#### Your assignment
Each line with the word "Lubumbashi" must appear in the answer, copied from the records.

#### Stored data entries
● ● ● ● ● ● ●

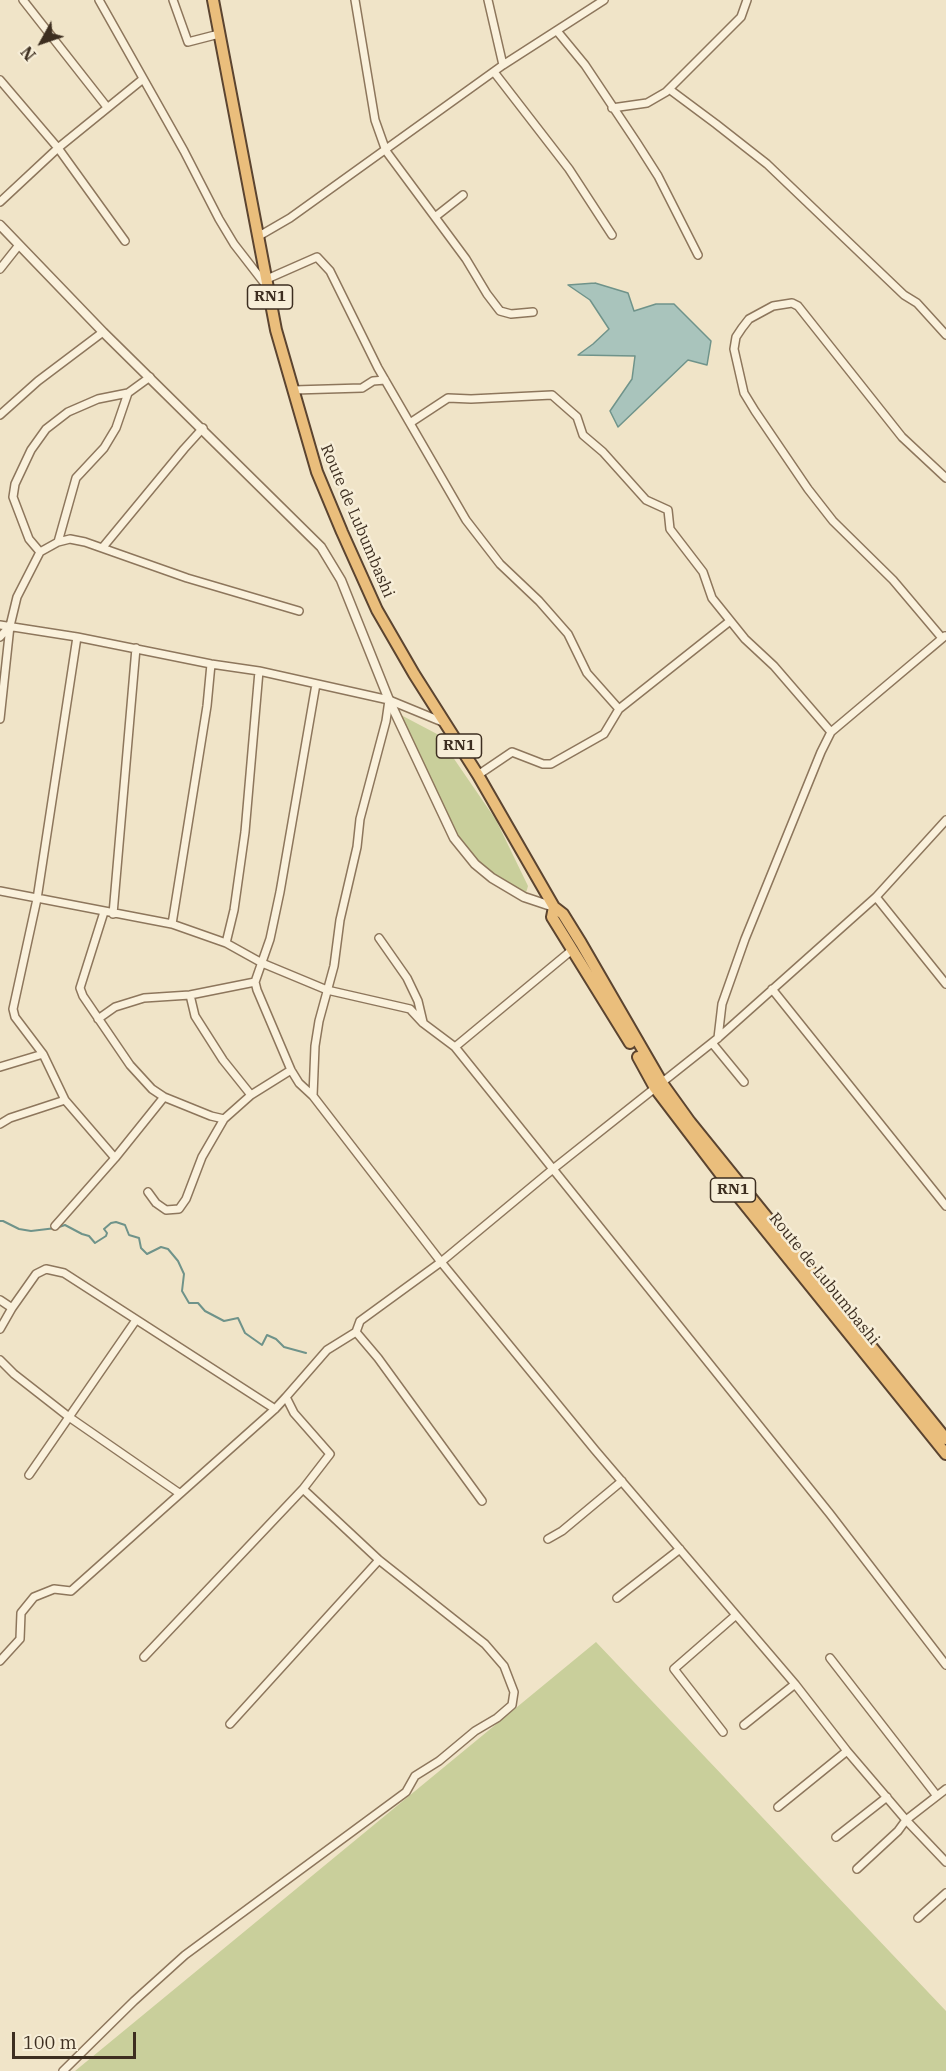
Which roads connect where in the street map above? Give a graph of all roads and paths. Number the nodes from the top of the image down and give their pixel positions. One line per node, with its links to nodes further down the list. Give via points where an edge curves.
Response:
1 (23, 0): 18 (street)
2 (99, 0): 15 (street)
3 (173, 0): 12 (street, via 188,42)
4 (213, 0): 12 (highway, Route de Lubumbashi / RN1)
5 (355, 0): 21 (street, via 375,120)
6 (488, 0): 13 (street)
7 (587, 0): 10 (street)
8 (604, 0): 10 (street)
9 (747, 0): 17 (street, via 741,17)
10 (592, 7): 11 (street)
11 (557, 31): 13 (street); 19 (street, via 585,65)
12 (219, 34): 27 (highway, Route de Lubumbashi / RN1)
13 (503, 65): 14 (street)
14 (494, 72): 21 (street); 26 (street, via 569,170)
15 (143, 79): 18 (street); 32 (street, via 234,244)
16 (0, 80): 20 (street)
17 (669, 89): 19 (street, via 647,103); 35 (street, via 767,164 917,303)
18 (107, 107): 20 (street)
19 (612, 108): 30 (street, via 658,176)
20 (58, 148): 23 (street); 28 (street)
21 (386, 151): 24 (street); 27 (street)
22 (463, 195): 24 (street)
23 (0, 202)
24 (435, 217): 33 (street, via 500,310 511,314)
25 (0, 225): 29 (street)
26 (612, 235)
27 (259, 236): 32 (highway, Route de Lubumbashi / RN1)
28 (125, 241)
29 (19, 244): 31 (street); 34 (street)
30 (698, 255)
31 (0, 269)
32 (268, 284): 37 (street, via 317,257 330,270); 38 (highway, Route de Lubumbashi / RN1, via 276,330)
33 (533, 312)
34 (103, 332): 36 (street); 40 (street)
35 (946, 335)
36 (150, 377): 39 (street); 42 (street)
37 (385, 380): 38 (street, via 362,388); 41 (street)
38 (294, 390): 61 (highway, Route de Lubumbashi / RN1, via 317,472 351,553 377,610)
39 (128, 393): 44 (street, via 104,448 76,478); 46 (street, via 98,399 68,412 46,429 31,450 13,496 29,539)
40 (0, 414)
41 (410, 423): 48 (street, via 448,398 552,395 577,417 583,435 646,500 668,510 670,529 703,572 712,598); 59 (street, via 466,520 500,564 568,634 587,673)
42 (203, 428): 45 (street); 58 (street, via 332,561)
43 (946, 478): 53 (street, via 902,437 798,306 773,306 749,319 742,328 734,349 744,393 755,411 833,521)
44 (58, 542): 45 (street, via 70,539); 46 (street)
45 (103, 547): 47 (street, via 187,578)
46 (40, 552): 50 (street, via 17,597)
47 (299, 611)
48 (730, 621): 59 (street); 62 (street)
49 (0, 625): 50 (street)
50 (10, 626): 51 (street); 52 (street); 60 (street)
51 (0, 637)
52 (77, 637): 54 (street); 67 (street)
53 (944, 637): 62 (street)
54 (136, 648): 55 (street); 70 (street)
55 (211, 664): 56 (street); 71 (street)
56 (259, 671): 57 (street); 73 (street, via 245,832)
57 (316, 684): 58 (street); 75 (street, via 280,892)
58 (388, 700): 61 (street); 68 (street, via 454,838 465,852 509,889); 79 (street)
59 (619, 708): 63 (street, via 604,734 551,764 512,752)
60 (0, 719)
61 (445, 723): 63 (highway, Route de Lubumbashi / RN1)
62 (831, 732): 83 (street, via 741,949 722,1004)
63 (478, 776): 68 (highway, Route de Lubumbashi / RN1)
64 (946, 820): 66 (street)
65 (2, 893): 67 (street)
66 (876, 897): 77 (street); 78 (street)
67 (37, 899): 69 (street); 85 (street, via 13,1009)
68 (554, 907): 74 (highway, Route de Lubumbashi / RN1, via 552,917); 89 (highway, Route de Lubumbashi / RN1, via 569,924)
69 (104, 912): 70 (street); 81 (street, via 80,988)
70 (113, 914): 71 (street)
71 (172, 924): 73 (street)
72 (379, 938): 82 (street, via 407,978)
73 (226, 943): 75 (street)
74 (572, 950): 84 (street); 89 (highway, Route de Lubumbashi / RN1)
75 (262, 963): 76 (street); 79 (street)
76 (255, 982): 80 (street); 87 (street)
77 (946, 984)
78 (772, 989): 83 (street); 99 (street)
79 (327, 990): 82 (street, via 410,1009); 92 (street, via 315,1046)
80 (190, 995): 81 (street, via 144,998 115,1007); 90 (street, via 195,1016)
81 (98, 1019): 91 (street, via 130,1065)
82 (423, 1023): 84 (street)
83 (715, 1040): 88 (street); 89 (street)
84 (455, 1047): 97 (street)
85 (43, 1054): 86 (street); 93 (street)
86 (0, 1067)
87 (291, 1070): 90 (street); 92 (street)
88 (744, 1082)
89 (659, 1085): 97 (street); 111 (highway, Route de Lubumbashi / RN1); 112 (highway, Route de Lubumbashi / RN1, via 732,1189)
90 (251, 1095): 94 (street)
91 (164, 1096): 94 (street); 96 (street)
92 (313, 1096): 101 (street)
93 (65, 1100): 95 (street); 96 (street)
94 (224, 1119): 98 (street, via 179,1209 166,1210)
95 (0, 1124)
96 (115, 1158): 100 (street)
97 (553, 1169): 101 (street); 126 (street)
98 (148, 1192)
99 (946, 1206)
100 (55, 1226)
101 (441, 1262): 106 (street, via 360,1321); 114 (street)
102 (0, 1300): 103 (street)
103 (12, 1308): 104 (street, via 36,1274 46,1269 64,1273); 105 (street)
104 (136, 1320): 109 (street); 110 (street)
105 (0, 1329)
106 (356, 1332): 108 (street, via 327,1350); 117 (street)
107 (0, 1359): 110 (street)
108 (286, 1397): 109 (street); 115 (street, via 294,1413 330,1454)
109 (274, 1410): 116 (street)
110 (69, 1417): 113 (street); 116 (street)
111 (946, 1439)
112 (946, 1454)
113 (29, 1475)
114 (622, 1481): 118 (street); 119 (street)
115 (303, 1489): 120 (street); 123 (street)
116 (179, 1493): 125 (street, via 71,1591 54,1589 34,1597 21,1613 20,1639)
117 (482, 1501)
118 (548, 1539)
119 (680, 1550): 121 (street); 122 (street)
120 (379, 1560): 128 (street); 142 (street, via 485,1644 504,1666 514,1692 512,1705 415,1776 406,1792 185,1955)
121 (617, 1598)
122 (736, 1615): 127 (street); 130 (street, via 674,1669)
123 (144, 1657)
124 (830, 1658): 133 (street)
125 (0, 1661)
126 (946, 1665)
127 (795, 1684): 129 (street); 131 (street)
128 (230, 1724)
129 (744, 1725)
130 (723, 1732)
131 (847, 1751): 134 (street); 135 (street)
132 (946, 1789): 133 (street)
133 (937, 1796): 136 (street)
134 (887, 1797): 136 (street); 137 (street)
135 (778, 1807)
136 (906, 1820): 138 (street); 139 (street)
137 (836, 1837)
138 (946, 1862)
139 (857, 1869)
140 (946, 1893): 141 (street)
141 (918, 1918)
142 (63, 2071)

● ● ● ● ● ● ●

#### Reply to the task
4 (213, 0): 12 (highway, Route de Lubumbashi / RN1)
12 (219, 34): 27 (highway, Route de Lubumbashi / RN1)
27 (259, 236): 32 (highway, Route de Lubumbashi / RN1)
32 (268, 284): 37 (street, via 317,257 330,270); 38 (highway, Route de Lubumbashi / RN1, via 276,330)
38 (294, 390): 61 (highway, Route de Lubumbashi / RN1, via 317,472 351,553 377,610)
61 (445, 723): 63 (highway, Route de Lubumbashi / RN1)
63 (478, 776): 68 (highway, Route de Lubumbashi / RN1)
68 (554, 907): 74 (highway, Route de Lubumbashi / RN1, via 552,917); 89 (highway, Route de Lubumbashi / RN1, via 569,924)
74 (572, 950): 84 (street); 89 (highway, Route de Lubumbashi / RN1)
89 (659, 1085): 97 (street); 111 (highway, Route de Lubumbashi / RN1); 112 (highway, Route de Lubumbashi / RN1, via 732,1189)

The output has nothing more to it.